The town had begun to take shape in several years earlier in 1849 when Hundle Wiggins settled there after the Texas Legislature created Cherokee County in 1846. Reeves built a store there in the early 1880’s and on June 13, 1883 a post office was established under the name “Lone Star”. Not long afterwards Reeves moved to Smith County and was shot to death in Troup on June 13, 1886.
By 1885 Lone Star had grown to a population of 160 with a cotton gin, gristmill, sawmill, general store and school. The town was somewhat isolated but the town continued to grow steadily. Both Woodmen of the World and the Masons established chapters in the small community.
By 1890 there were three mercantile stores and a millinery shop in the business district. In 1893 a fire swept through the business section of town and destroyed all but two buildings. The fire started in the offices of Dr. J.E. Rowbarts, who died in the fire. No one was ever able to determine the exact cause although it was common knowledge the doctor kept a cannister of black powder in his office.
The town was rebuilt quickly and resumed its growth, reaching a population of three hundred by the mid 1890’s, aided in part by the Lone Star Institute established by Colonel T.A. Cocke and Reverend M.A. Stewart in 1889. The school’s reputation for excellence led many families to settle in Lone Star and remain after their children had graduated.
Lone Star had four churches – Universalist, Methodist, Baptist and Church of Christ – along with three saloons. One of those was closed following the Blizzard of 1898 when its beer stock stored in the cellar froze and burst.
Lone Star’s decline began at the turn of the century, especially after the Texas and New Orleans Railroad bypassed it in 1903. Instead, the railroad was built through nearby Ponta, where many merchants and residents moved. In 1915 the population was two hundred and the post office closed the following year.
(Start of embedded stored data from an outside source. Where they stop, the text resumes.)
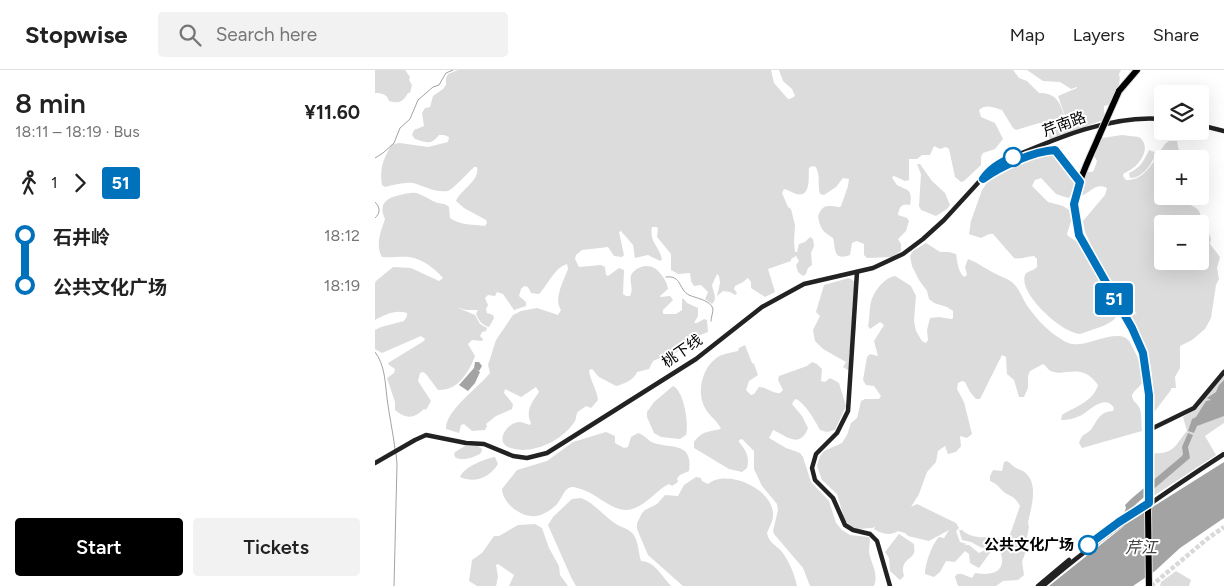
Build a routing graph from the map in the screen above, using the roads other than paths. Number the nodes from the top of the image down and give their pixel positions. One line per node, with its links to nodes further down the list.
1 (1137, 70): 6 (highway, bridge)
2 (1154, 119): 5 (main road, 芹南路)
3 (1209, 127): 4 (main road)
4 (1222, 131)
5 (983, 179): 6 (main road); 7 (main road, 桃下线)
6 (1080, 182): 9 (highway)
7 (857, 272): 11 (main road, 桃下线); 15 (main road)
8 (1224, 372): 9 (main road)
9 (1149, 430): 12 (highway)
10 (1224, 454): 12 (main road)
11 (375, 463)
12 (1149, 507): 13 (main road); 14 (highway)
13 (1119, 523): 16 (main road); 17 (main road)
14 (1151, 585)
15 (890, 586)
16 (1038, 586)
17 (1043, 586)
Even after oil was discovered nearby in 1939 the town failed to revive since the field never produced much. The Lone Star Oil Field produced 878,051 barrels and the Lone Star Pettit Field just over 6,000 barrels before both sites were shut down in 1960. A few businesses were still hanging on in 1940 but after World War II even more residents chose to leave.
In April of 1986 Lone Star was designated as a historical site. By the 1990’s only an old weather-beaten blacksmith shop remained. Not a whole lot has been written about Lone Star and except for the historic marker most people wouldn’t even know a town ever existed there. At the dedication ceremony in 1986, John Mark Lester spoke about the “Saga of Lone Star”:
The people who settled Lone Star never were able to build a lasting town for themselves and their descendants, but old Lone Star is not forgotten when the history of Cherokee County is told. There are numerous stories and incidents that have not been told her this afternoon such as the story of Sam Asbury Lindsay, Jr. who came to Lone Star in 1900 and was so impressed with the telephone system that he went on to found what is the $221 million United Telecom Company. The Town’s star rose, glowed brightly for a time, dimmed, died, and never could be rekindled. The crumbling old blacksmith shop, the abandoned old cemetery, a few old homes and business building foundations lost in the weeds are the mute evidence that a town once was on this site. Lone Star lives in our memories and now in our history.5
Did you enjoy this article? Yes? Check out Digging History Magazine. Since January 2018 new articles are published in a digital magazine (PDF) available by individual issue purchase or subscription (with three options). Most issues run between 70-85 pages, filled with articles of interest to history-lovers and genealogists — it’s all history, right? 🙂 No ads — just carefully-researched, well-written stories, complete with footnotes and sources.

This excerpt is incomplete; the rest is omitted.